Diego se agachó justo a tiempo para que la rata no le diera en el pecho. Oyó el golpe contra la pared y miró la estrella roja que lentamente empezaba a chorrear. Cuando se dio vuelta, Lalo lo estaba mirando.

—Casi la agarro en el aire —le dijo.

Lalo no le contestó.

—Casi la agarrás en el aire. No me hagas reír —intervino Her­nán—. ¿Qué tal si le tiro otra, Lalo?

Apoyado en un rincón, Lalo se acariciaba el pecho con indolencia.

—¿Qué tal si le tiro otra, eh?

Diego se había puesto colorado, pero Lalo esperó todavía a que bajara la vista.

—No, la próxima que la agarre él —dijo al fin.

—Claro que la voy a agarrar —contestó Diego. Vaciló, y como ellos no reiniciaban el juego, dio un salto y se hundió hasta las rodillas en el maíz; gritó y removió las mazorcas hasta que una ra­ta brotó delante de él. Pero estiró el brazo demasiado tarde.

—Cagón —dijo Hernán.

—No soy cagón.

Lalo entornó los ojos como si pudiera leerle el pensamiento, bajó la mano, se acarició el vientre y jugó apenas con el vello del ombli­go. Luego, como al descuido, se acomodó el jean en la entrepierna.

—Yo podría creerte que no sos cagón —dijo después.
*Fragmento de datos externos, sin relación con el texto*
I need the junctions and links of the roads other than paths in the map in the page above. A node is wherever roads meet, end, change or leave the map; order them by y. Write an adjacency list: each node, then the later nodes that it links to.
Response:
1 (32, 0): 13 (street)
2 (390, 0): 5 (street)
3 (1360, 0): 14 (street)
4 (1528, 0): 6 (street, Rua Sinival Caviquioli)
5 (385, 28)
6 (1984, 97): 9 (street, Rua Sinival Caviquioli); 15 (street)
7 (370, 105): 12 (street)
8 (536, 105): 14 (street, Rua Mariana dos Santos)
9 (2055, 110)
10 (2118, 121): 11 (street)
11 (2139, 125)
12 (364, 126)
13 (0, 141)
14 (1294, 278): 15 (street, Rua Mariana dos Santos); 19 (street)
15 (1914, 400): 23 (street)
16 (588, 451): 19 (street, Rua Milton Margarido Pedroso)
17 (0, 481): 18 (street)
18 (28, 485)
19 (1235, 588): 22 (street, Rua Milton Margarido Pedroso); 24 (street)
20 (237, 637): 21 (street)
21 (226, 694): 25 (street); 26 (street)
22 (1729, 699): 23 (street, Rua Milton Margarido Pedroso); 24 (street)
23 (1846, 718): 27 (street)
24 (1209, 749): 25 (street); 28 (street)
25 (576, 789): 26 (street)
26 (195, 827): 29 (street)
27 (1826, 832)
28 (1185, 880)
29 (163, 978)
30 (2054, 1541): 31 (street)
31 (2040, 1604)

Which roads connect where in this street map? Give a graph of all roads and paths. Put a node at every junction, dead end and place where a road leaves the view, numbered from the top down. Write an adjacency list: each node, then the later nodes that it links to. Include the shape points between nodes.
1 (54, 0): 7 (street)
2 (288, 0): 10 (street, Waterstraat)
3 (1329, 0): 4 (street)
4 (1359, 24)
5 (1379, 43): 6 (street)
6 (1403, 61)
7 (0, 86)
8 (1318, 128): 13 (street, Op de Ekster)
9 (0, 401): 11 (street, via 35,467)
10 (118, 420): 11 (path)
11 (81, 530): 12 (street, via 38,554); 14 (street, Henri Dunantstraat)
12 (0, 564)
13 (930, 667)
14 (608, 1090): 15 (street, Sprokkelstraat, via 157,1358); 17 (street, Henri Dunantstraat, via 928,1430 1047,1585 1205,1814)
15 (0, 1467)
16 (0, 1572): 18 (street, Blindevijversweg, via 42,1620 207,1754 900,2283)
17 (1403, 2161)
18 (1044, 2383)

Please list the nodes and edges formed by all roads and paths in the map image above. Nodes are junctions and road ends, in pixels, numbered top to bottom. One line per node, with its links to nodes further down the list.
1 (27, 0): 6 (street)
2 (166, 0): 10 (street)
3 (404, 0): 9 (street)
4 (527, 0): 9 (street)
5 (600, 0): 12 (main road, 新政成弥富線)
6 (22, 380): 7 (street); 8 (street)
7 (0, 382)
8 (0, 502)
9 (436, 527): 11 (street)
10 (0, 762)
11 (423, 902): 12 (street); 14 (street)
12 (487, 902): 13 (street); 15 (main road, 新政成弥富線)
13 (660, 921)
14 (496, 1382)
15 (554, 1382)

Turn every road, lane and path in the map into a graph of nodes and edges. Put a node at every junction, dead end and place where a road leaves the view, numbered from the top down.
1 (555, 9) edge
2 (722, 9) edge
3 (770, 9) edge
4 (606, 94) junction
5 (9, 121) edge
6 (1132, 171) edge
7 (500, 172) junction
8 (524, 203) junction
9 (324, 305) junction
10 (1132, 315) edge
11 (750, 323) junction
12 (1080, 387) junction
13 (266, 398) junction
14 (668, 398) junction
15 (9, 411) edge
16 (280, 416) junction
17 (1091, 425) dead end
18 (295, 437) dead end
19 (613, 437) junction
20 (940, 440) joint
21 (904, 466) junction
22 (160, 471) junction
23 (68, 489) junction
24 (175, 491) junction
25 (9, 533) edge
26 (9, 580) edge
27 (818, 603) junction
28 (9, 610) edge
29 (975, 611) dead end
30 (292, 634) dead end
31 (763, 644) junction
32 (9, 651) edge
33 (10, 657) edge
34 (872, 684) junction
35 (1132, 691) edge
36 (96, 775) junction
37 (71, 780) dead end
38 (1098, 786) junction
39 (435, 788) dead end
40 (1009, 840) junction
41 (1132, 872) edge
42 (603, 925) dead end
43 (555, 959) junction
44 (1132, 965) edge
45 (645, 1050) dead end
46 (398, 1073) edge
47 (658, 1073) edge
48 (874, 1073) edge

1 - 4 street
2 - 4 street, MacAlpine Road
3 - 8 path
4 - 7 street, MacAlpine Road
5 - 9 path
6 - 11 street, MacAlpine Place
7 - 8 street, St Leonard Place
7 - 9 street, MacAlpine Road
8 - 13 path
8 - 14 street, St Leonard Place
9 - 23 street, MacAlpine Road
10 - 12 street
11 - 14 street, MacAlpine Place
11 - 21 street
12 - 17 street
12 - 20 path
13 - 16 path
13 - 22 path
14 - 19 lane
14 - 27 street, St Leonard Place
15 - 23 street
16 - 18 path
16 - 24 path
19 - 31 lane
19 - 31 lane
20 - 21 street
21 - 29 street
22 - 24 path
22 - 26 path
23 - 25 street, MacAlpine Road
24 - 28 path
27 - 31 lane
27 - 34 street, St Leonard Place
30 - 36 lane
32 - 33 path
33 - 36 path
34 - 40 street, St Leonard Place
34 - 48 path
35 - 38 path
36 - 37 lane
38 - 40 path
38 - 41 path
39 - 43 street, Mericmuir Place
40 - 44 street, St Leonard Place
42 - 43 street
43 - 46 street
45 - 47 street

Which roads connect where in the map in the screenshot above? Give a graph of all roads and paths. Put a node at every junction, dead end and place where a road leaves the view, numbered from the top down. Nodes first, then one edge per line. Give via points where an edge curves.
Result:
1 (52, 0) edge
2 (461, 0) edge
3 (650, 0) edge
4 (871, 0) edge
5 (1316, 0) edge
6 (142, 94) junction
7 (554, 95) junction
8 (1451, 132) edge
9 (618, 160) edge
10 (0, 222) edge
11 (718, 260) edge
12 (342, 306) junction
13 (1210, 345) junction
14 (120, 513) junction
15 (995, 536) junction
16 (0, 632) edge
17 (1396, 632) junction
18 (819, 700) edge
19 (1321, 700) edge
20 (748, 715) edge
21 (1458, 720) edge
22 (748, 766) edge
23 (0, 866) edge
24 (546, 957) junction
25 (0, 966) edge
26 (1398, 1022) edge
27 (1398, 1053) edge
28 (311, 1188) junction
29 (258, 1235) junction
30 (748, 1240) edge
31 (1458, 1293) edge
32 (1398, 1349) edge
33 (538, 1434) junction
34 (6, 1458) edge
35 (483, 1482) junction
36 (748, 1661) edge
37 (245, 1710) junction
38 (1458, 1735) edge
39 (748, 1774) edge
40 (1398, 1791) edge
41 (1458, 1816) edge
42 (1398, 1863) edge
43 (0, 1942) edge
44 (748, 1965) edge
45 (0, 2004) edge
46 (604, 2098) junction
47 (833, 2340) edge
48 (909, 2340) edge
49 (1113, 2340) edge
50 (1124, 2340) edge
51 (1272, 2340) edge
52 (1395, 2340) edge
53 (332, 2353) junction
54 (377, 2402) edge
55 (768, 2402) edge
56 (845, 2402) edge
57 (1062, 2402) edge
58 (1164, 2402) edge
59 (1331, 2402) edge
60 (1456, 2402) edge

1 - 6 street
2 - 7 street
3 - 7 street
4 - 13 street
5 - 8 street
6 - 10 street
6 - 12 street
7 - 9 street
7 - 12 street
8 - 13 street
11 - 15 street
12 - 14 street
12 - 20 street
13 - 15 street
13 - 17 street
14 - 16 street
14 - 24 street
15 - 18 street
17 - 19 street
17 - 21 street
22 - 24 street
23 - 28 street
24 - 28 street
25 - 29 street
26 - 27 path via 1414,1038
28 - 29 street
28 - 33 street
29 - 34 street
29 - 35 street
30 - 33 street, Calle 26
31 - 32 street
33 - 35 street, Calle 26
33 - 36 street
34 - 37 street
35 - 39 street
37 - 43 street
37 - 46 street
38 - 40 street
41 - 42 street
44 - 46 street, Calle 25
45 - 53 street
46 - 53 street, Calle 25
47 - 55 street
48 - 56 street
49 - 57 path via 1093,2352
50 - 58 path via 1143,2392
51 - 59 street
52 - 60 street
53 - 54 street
—No te gastes —interrumpió Hernán—. Es muy, pero muy cagón.

Lalo no lo tomó en cuenta.

—Voy a darte una oportunidad —dijo a Diego—. ¿Te animarías a subir a la torre de la iglesia y a pararte en el hueco de arriba sin agarrarte?

—Qué se va a animar —dijo Hernán.

—Sí —contestó Diego.

—¿Y a hacerle burla al loco de la navaja?

—Claro.

Hernán sopló ruidosamente.

—¿Y a acostarte acá desnudo y dejar que una rata te camine encima? Palideció. No se atrevía a contestar y la expresión de Lalo se iba endureciendo. Cuando Hernán ya parecía gozar del triunfo, habló, pero la voz le salió ronca y casi inaudible.

—También —elijo.

—Sacate la ropa —ordenó Lalo.

De nuevo, tardó en responder.

—Que me camine por acá —se pasó la mano por el torso.

—Sacate la ropa.

Empezó por las zapatillas. Después, muy despacio, se quitó los pantalones.

—Toda la ropa.

Rojo de vergüenza se sacó el calzoncillo. Lalo dejó su rincón con desgano, juntó la ropa y se la dio a Hernán.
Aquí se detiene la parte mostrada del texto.